Q: What is SRE? A: SRE role is basically using software engineering skills to keep systems running smoothly and reliably. Apart from that i think SRE also responsible to maintain the SLA Metrics of a service also be the first frontline when an incident happening up until it got resolved

Q: Incident handling, do you ever encountered one before? How to handle it? SOP? A: During my times previously at Shopee, of course i already encounter multiple small incidents or a big incident that cause the server downtime. But my team always preparing a SOP for any incident that happening. In short, Our SOP is focusing on service recovery first. For example there are a incident that causing one of my services success rate dropping below 95% for more than 5 minutes. What we do usually is checking the Grafana first prior to anomaly metrics detected. Almost 80% of the incident can be detected by grafana. after i identified the anomaly metrics. Usually what i do is go to both log platform and Jaeger to trace which endpoint is affected. or is this issue causing downtime. For the root cause identification process. usually it can be caused from our middleware failure (DB, Cache, MQ), third-party failure (fraud-service, gameplatform).

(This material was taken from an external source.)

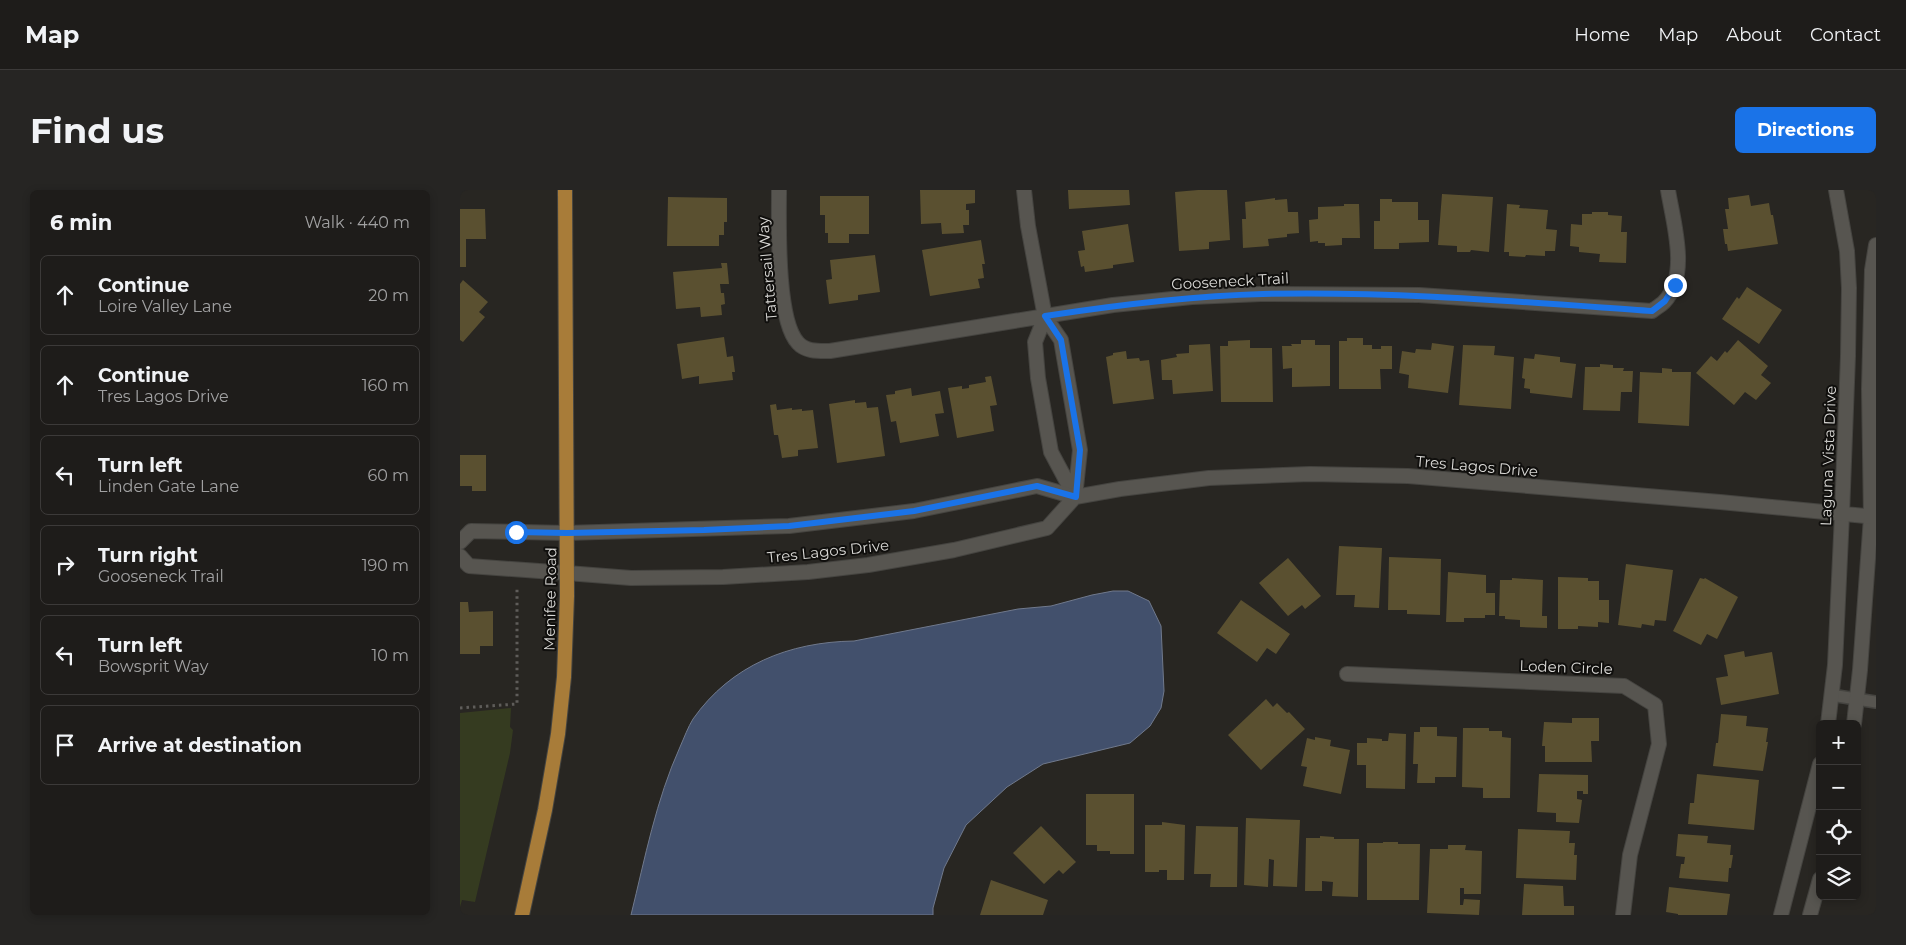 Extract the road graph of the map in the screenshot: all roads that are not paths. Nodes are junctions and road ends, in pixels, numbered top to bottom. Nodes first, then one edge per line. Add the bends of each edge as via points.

Or this can also caused if the compute resources not enough causing OOM

Q: Design a monitoring system for TikTok A: Okay, let's break this down. A monitoring system for TikTok needs to cover a lot of ground, given the scale and complexity. Here's a possible design:

Metrics Collection:
- Infrastructure Metrics: CPU usage, memory utilization, disk I/O, network traffic for all servers (using tools like Prometheus with node_exporter).
- Application Metrics:
  - Request latency, error rates, request volume for all APIs (using Prometheus and application-level instrumentation).
  - Database query performance (query execution time, number of queries, slow query logs).
  - Cache hit/miss ratios (Redis, Memcached).
  - Background job processing time and error rates.
- User Experience Metrics:
  - Video upload time, video playback start time, buffering rate (collected from the client-side).
  - Login success/failure rates.
  - Search query latency and success rates.
  - Feed load times.
- Business Metrics:
  - Active users (DAU/MAU).
  - Video views, likes, shares, comments.
  - Ad impressions, click-through rates.
Data Aggregation and Storage:
- Use a time-series database like Prometheus or VictoriaMetrics to store metrics.
- Aggregate logs using tools like Elasticsearch, Loki, or Graylog.
- Consider using a distributed tracing system like Jaeger or Zipkin to trace requests across services.
Visualization and Alerting:
- Use Grafana to create dashboards for visualizing metrics.
- Set up alerts in Prometheus Alertmanager or Grafana to notify on-call engineers of issues. Alerts should be based on SLOs (Service Level Objectives). Examples:
  - API error rate > 1%
  - Video playback start time > 2 seconds
  - 99th percentile latency > 500ms
Specific Monitoring Points:
- Content Delivery Network (CDN): Monitor CDN performance (cache hit ratio, latency, bandwidth).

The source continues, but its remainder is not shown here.